Evaluate the query in streaming mode and write to a Parquet file

Description

[Experimental]

This allows streaming results that are larger than RAM to be written to disk.

Usage

parquet_statistics(
  ...,
  min = TRUE,
  max = TRUE,
  distinct_count = TRUE,
  null_count = TRUE
)

lazyframe__sink_parquet(
  path,
  ...,
  compression = c("lz4", "uncompressed", "snappy", "gzip", "lzo", "brotli", "zstd"),
  compression_level = NULL,
  statistics = TRUE,
  row_group_size = NULL,
  data_page_size = NULL,
  maintain_order = TRUE,
  type_coercion = TRUE,
  `_type_check` = TRUE,
  predicate_pushdown = TRUE,
  projection_pushdown = TRUE,
  simplify_expression = TRUE,
  slice_pushdown = TRUE,
  collapse_joins = TRUE,
  no_optimization = FALSE,
  storage_options = NULL,
  retries = 2,
  sync_on_close = c("none", "data", "all"),
  mkdir = FALSE
)

Arguments

These dots are for future extensions and must be empty.
min Include stats on the minimum values in the column.
max Include stats on the maximum values in the column.
distinct_count Include stats on the number of distinct values in the column.
null_count Include stats on the number of null values in the column.
path A character. File path to which the file should be written.
compression The compression method. Must be one of:
  • “lz4”: fast compression/decompression.
  • “uncompressed”
  • “snappy”: this guarantees that the parquet file will be compatible with older parquet readers.
  • “gzip”
  • “lzo”
  • “brotli”
  • “zstd”: good compression performance.
compression_level NULL or integer.

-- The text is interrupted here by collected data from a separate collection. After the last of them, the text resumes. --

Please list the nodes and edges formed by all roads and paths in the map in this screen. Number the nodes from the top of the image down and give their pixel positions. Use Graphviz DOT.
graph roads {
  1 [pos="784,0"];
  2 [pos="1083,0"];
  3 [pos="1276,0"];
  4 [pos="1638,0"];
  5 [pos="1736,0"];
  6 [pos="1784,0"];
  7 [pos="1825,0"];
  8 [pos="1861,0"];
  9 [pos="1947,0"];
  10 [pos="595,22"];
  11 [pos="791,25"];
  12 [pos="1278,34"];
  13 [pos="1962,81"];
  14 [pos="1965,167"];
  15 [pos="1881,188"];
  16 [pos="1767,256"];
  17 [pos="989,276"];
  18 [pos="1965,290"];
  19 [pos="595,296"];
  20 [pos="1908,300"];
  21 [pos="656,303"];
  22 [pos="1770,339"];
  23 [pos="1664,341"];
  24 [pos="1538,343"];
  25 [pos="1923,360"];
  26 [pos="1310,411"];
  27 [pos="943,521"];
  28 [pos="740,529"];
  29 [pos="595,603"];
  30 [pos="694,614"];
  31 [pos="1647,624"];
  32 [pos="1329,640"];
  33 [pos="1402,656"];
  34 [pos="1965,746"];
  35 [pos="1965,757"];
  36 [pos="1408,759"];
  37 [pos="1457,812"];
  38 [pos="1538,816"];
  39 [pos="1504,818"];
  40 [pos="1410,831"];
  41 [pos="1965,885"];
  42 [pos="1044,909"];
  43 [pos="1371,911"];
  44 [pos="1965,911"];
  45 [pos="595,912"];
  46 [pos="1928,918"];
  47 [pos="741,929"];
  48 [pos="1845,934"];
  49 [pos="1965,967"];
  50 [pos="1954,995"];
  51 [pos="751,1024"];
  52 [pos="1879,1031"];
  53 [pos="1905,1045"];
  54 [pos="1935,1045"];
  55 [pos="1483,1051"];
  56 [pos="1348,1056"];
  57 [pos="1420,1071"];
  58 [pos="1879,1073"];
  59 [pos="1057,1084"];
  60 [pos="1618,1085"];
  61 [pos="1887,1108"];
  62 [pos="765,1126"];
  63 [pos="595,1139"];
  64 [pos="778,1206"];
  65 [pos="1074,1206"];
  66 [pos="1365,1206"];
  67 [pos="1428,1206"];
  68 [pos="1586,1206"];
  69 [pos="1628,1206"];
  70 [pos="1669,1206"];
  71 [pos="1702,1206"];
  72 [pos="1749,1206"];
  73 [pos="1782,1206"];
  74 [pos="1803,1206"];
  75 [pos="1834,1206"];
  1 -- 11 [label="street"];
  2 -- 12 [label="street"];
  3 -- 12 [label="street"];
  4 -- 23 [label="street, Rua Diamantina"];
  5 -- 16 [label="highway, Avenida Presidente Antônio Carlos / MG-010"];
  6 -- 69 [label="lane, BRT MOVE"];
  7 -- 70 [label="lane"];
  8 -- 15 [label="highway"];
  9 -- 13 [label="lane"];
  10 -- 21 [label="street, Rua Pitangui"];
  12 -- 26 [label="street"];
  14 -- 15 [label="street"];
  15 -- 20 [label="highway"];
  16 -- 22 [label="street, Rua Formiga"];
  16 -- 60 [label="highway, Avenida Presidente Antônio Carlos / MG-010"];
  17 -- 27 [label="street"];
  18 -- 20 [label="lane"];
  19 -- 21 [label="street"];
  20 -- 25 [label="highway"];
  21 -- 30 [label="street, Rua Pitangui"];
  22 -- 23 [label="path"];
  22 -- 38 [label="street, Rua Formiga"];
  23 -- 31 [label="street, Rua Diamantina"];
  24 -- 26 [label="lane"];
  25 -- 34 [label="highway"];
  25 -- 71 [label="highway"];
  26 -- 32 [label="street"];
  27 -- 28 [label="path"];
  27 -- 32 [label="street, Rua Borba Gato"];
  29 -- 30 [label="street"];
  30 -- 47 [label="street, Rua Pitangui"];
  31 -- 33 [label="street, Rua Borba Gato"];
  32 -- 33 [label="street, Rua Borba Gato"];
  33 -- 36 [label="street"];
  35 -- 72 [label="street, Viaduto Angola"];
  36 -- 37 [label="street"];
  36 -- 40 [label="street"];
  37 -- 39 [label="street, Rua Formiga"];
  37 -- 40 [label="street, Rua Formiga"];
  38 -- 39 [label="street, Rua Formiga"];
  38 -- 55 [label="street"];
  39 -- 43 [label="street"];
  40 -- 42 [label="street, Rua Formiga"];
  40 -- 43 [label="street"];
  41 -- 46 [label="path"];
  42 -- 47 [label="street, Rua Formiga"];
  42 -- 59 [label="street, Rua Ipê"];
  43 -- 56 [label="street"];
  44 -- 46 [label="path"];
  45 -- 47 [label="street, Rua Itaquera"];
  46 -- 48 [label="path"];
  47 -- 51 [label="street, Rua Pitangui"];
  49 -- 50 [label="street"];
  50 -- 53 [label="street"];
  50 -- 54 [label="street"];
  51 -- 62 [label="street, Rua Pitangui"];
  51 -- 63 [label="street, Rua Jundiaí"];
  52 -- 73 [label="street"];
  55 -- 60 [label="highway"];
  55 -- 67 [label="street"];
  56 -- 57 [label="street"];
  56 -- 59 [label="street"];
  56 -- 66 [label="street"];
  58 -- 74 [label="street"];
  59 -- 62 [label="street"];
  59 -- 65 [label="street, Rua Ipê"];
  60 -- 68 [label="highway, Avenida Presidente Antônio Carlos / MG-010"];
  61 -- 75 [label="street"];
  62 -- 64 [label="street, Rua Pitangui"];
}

The level of compression to use. Only used if method is one of “gzip”, “brotli”, or “zstd”. Higher compression means smaller files on disk:
  • “gzip”: min-level: 0, max-level: 10.
  • “brotli”: min-level: 0, max-level: 11.
  • “zstd”: min-level: 1, max-level: 22.
statistics Whether statistics should be written to the Parquet headers. Possible values:
  • TRUE: enable default set of statistics (default). Some statistics may be disabled.
  • FALSE: disable all statistics
  • “full”: calculate and write all available statistics
  • A list created via parquet_statistics() to specify which statistics to include.
row_group_size Size of the row groups in number of rows. If NULL (default), the chunks of the DataFrame are used. Writing in smaller chunks may reduce memory pressure and improve writing speeds.
data_page_size Size of the data page in bytes. If NULL (default), it is set to 1024^2 bytes.
maintain_order Maintain the order in which data is processed. Setting this to FALSE will be slightly faster.
type_coercion A logical, indicats type coercion optimization.
\_type_check For internal use only.
predicate_pushdown A logical, indicats predicate pushdown optimization.
projection_pushdown A logical, indicats projection pushdown optimization.
simplify_expression A logical, indicats simplify expression optimization.
slice_pushdown A logical, indicats slice pushdown optimization.
collapse_joins Collapse a join and filters into a faster join.
no_optimization A logical. If TRUE, turn off (certain) optimizations.
storage_options Named vector containing options that indicate how to connect to a cloud provider. The cloud providers currently supported are AWS, GCP, and Azure. See supported keys here:
  • aws
  • gcp
  • azure
  • Hugging Face (hf://): Accepts an API key under the token parameter c(token = YOUR_TOKEN) or by setting the HF_TOKEN environment variable.
If storage_options is not provided, Polars will try to infer the information from environment variables.
retries Number of retries if accessing a cloud instance fails.
sync_on_close Sync to disk when before closing a file. Must be one of:
  • “none”: does not sync;
  • “data”: syncs the file contents;
  • “all”: syncs the file contents and metadata.
mkdir Recursively create all the directories in the path.

Value

Invisibly returns the input LazyFrame

Examples

library("polars")

# sink table 'mtcars' from mem to parquet
tmpf <- tempfile()
as_polars_lf(mtcars)$sink_parquet(tmpf)

# stream a query end-to-end
tmpf2 <- tempfile()
pl$scan_parquet(tmpf)$select(pl$col("cyl") * 2)$sink_parquet(tmpf2)

# load parquet directly into a DataFrame / memory
pl$scan_parquet(tmpf2)$collect()
#> shape: (32, 1)
#> ┌──────┐
#> │ cyl  │
#> │ ---  │
#> │ f64  │
#> ╞══════╡
#> │ 12.0 │
#> │ 12.0 │
#> │ 8.0  │
#> │ 12.0 │
#> │ 16.0 │
#> │ …    │
#> │ 8.0  │
#> │ 16.0 │
#> │ 12.0 │
#> │ 16.0 │
#> │ 8.0  │
#> └──────┘